Robert Mondavi Inc., for example, does not plan to lower the price of its luxury wines, despite slowing sales. Instead the Oakville-based winery, whose sales declined 8% in fiscal 2002 from the previous year, is giving economic incentives to distributors to push its wines.
Beringer Blass Wine Estates, a unit of beverage giant Foster's Group Ltd., is actually raising prices, funneling excess Chardonnay grapes from its Santa Barbara County Meridian vineyard into an even pricier new label called White Hills, set to debut this month.
But that will be the exception rather than the rule, analysts say.
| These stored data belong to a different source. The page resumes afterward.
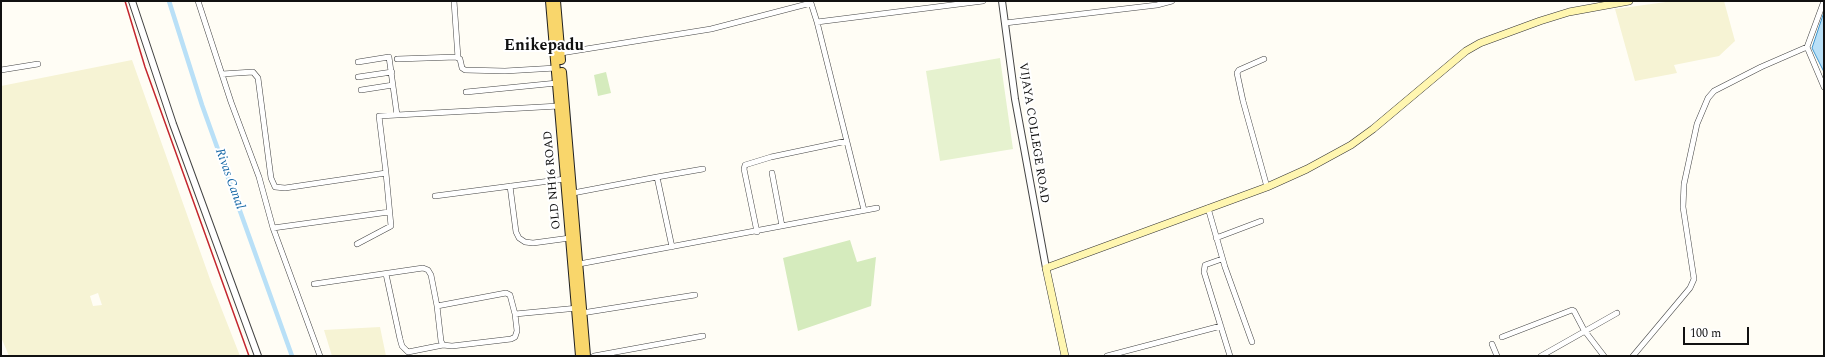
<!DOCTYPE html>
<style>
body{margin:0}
#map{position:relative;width:1825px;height:357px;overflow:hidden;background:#fffdf5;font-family:Spectral,serif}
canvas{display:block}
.frame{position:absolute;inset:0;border:2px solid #111;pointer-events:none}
.scale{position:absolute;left:1683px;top:327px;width:66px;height:18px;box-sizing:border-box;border:2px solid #111;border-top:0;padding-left:5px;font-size:12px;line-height:14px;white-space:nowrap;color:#111;-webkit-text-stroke:3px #fff;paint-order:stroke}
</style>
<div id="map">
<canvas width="1825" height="357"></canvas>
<div class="frame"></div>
<div class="scale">100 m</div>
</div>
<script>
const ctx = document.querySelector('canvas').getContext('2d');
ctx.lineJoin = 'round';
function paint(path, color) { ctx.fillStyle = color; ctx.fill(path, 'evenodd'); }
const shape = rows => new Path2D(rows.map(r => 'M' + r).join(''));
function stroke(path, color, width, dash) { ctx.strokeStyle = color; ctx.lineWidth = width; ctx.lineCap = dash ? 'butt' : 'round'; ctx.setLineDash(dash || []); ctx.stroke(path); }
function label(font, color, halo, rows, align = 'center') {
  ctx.font = font + ' Spectral,serif'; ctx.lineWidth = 4; ctx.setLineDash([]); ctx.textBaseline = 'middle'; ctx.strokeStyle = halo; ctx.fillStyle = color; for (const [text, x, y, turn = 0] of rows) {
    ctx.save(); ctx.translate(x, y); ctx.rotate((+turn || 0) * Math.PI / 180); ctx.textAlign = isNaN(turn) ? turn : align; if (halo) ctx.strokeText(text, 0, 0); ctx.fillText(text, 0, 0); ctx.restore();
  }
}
paint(shape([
 [1673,1,1724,1,1735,41,1719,56,1674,65,1677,73,1635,81,1615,9],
 [132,60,211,282,240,356,9,356,1,337,1,86],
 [98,293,102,305,93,306,90,296],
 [380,327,386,356,332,356,324,330]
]), '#f6f3d4');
paint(shape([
 [606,72,611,93,598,96,594,75],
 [850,240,857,262,876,257,871,306,798,331,783,258]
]), '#d5ebbd');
paint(shape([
 [1000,58,1013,149,940,161,926,71]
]), '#e6f2cf');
const water = shape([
 [1824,12,1824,72,1812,48,1824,12]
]);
paint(water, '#b9e0f7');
stroke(water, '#3f96cf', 1);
stroke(shape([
 [169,1,202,105,292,356]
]), '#b9e0f7', 4.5);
const minor = shape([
 [198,1,231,102,259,177,273,228,320,356],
 [454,1,458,58],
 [1824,1,1807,47,1824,87],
 [817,22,864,210],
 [1005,23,1157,5,1172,1],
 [561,53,711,29,811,3,817,22,983,1],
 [397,59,456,57,460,59,462,68,465,70,505,71,556,68],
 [1264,59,1239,70,1237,73,1243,101,1267,187],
 [358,62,389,57,397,115],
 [1,70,38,64],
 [222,74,253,72,258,78,271,178,275,187,285,188,386,173],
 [358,77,392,72],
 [361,90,393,85],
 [466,92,557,83],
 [772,173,782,226],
 [657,177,703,169],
 [510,186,516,232,519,238,525,242,533,243,570,238],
 [573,193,657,177,672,247],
 [435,196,565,179],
 [1208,208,1225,267,1252,342],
 [273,228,389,212],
 [757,232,744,169,745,165,771,157,847,141],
 [1216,238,1261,221],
 [357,244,391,226,386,173,379,116,559,106],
 [1222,259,1205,265,1204,272,1230,356],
 [579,264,877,208],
 [386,274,400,339,402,346,408,352,443,345,452,346,511,339,515,337,517,331,515,314,510,295,506,293,437,306,441,341,443,345],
 [314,284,423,268,428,270,431,275,437,306],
 [582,313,695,295],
 [515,314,578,308],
 [1502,337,1572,310,1574,311,1584,330,1604,356],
 [1492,344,1497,356],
 [594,356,703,336],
 [1107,356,1221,326],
 [1541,356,1617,313],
 [1633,356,1690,288,1694,279,1683,207,1684,184,1697,124,1708,98,1714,91,1761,67,1807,47]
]);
const tertiary = shape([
 [132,1,173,124,258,356],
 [1002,1,1015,99,1046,268]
]);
const secondary = shape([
 [1065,356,1046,268,1267,187,1307,169,1351,145,1373,129,1466,51,1480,43,1540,21,1569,12,1629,1]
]);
const primary = shape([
 [550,1,580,356],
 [556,1,561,60],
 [562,72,586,356]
]);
stroke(minor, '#444', 6);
stroke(tertiary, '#444', 8);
stroke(secondary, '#333', 8);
stroke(primary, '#222', 10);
stroke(minor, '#fff', 5);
stroke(tertiary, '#fff', 6);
stroke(secondary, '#fff6b0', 7);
stroke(primary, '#f9d66b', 8);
stroke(shape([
 [125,1,145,67,249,356]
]), '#c4262e', 1.5);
label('12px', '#111', '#fff', [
 ["VIJAYA COLLEGE ROAD",1033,133,81],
 ["OLD NH16 ROAD",553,180,-95]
]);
label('italic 13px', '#1768a6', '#fff', [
 ["Rivas Canal",229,179,70]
]);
label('bold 16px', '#111', '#fff', [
 ["Enikepadu",544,47]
]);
</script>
Most large winemakers may not have a choice about discounting, given the amount of good-quality, affordable wine flooding in from around the world.
Even before this year's harvest began last month, the pace of domestic wine sales in supermarkets, drugstores and discounters had begun to slow, inching up a paltry 1.4% in the 52 weeks ended July 14, according to Chicago-based Information Resources Inc.
Meanwhile, sales of Australian, Italian and other imported wines shot up 12.5% in the same period, according to IRI, upping their share of all U.S. wine sales to 17.9% from 16.7% the year before.
"This will be a defining year for most producers here in California when you combine the excess inventory that's out there ... and the economic slump across the board," said George Rose, a spokesman for British beverage giant Allied Domecq, which owns such brands as Clos du Bois, Buena Vista, Callaway and Mumm Cuvee Napa. "The bubble has definitely burst."
Unlike some of its luxury wine competitors, Allied Domecq has begun trimming a few dollars off the prices of its Sonoma County wines to boost sales. At the same time, the company is planning lower-priced wines under new brand names to shed excess juice.
The good news for consumers is that this should mean better-quality wine at all price levels, from the $7 bottle of Sauvignon Blanc to a $120 reserve Cabernet.
"What it takes to get a 95 [top rating] in Wine Spectator today is a lot different than it was 10 years ago. And it's going to get a lot harder," said Jim Watkins, who heads Beringer Blass operations in the Americas.
The increase in wine quality is partly the result of growers thinning and pruning their vines to reduce production. Fewer grapes on the vine mean more intense flavor.
"[Vintners] are very excited about the fruit quality this year. It will be a tremendous vintage year," said Karen Ross, president of the California Assn. of Winegrape Growers.
But even with this pruning, California's 2002 wine-grape crush is expected to be 3.3 million tons, about 10% larger than last year's. That has sent grape prices plunging as much as 50% on the open market.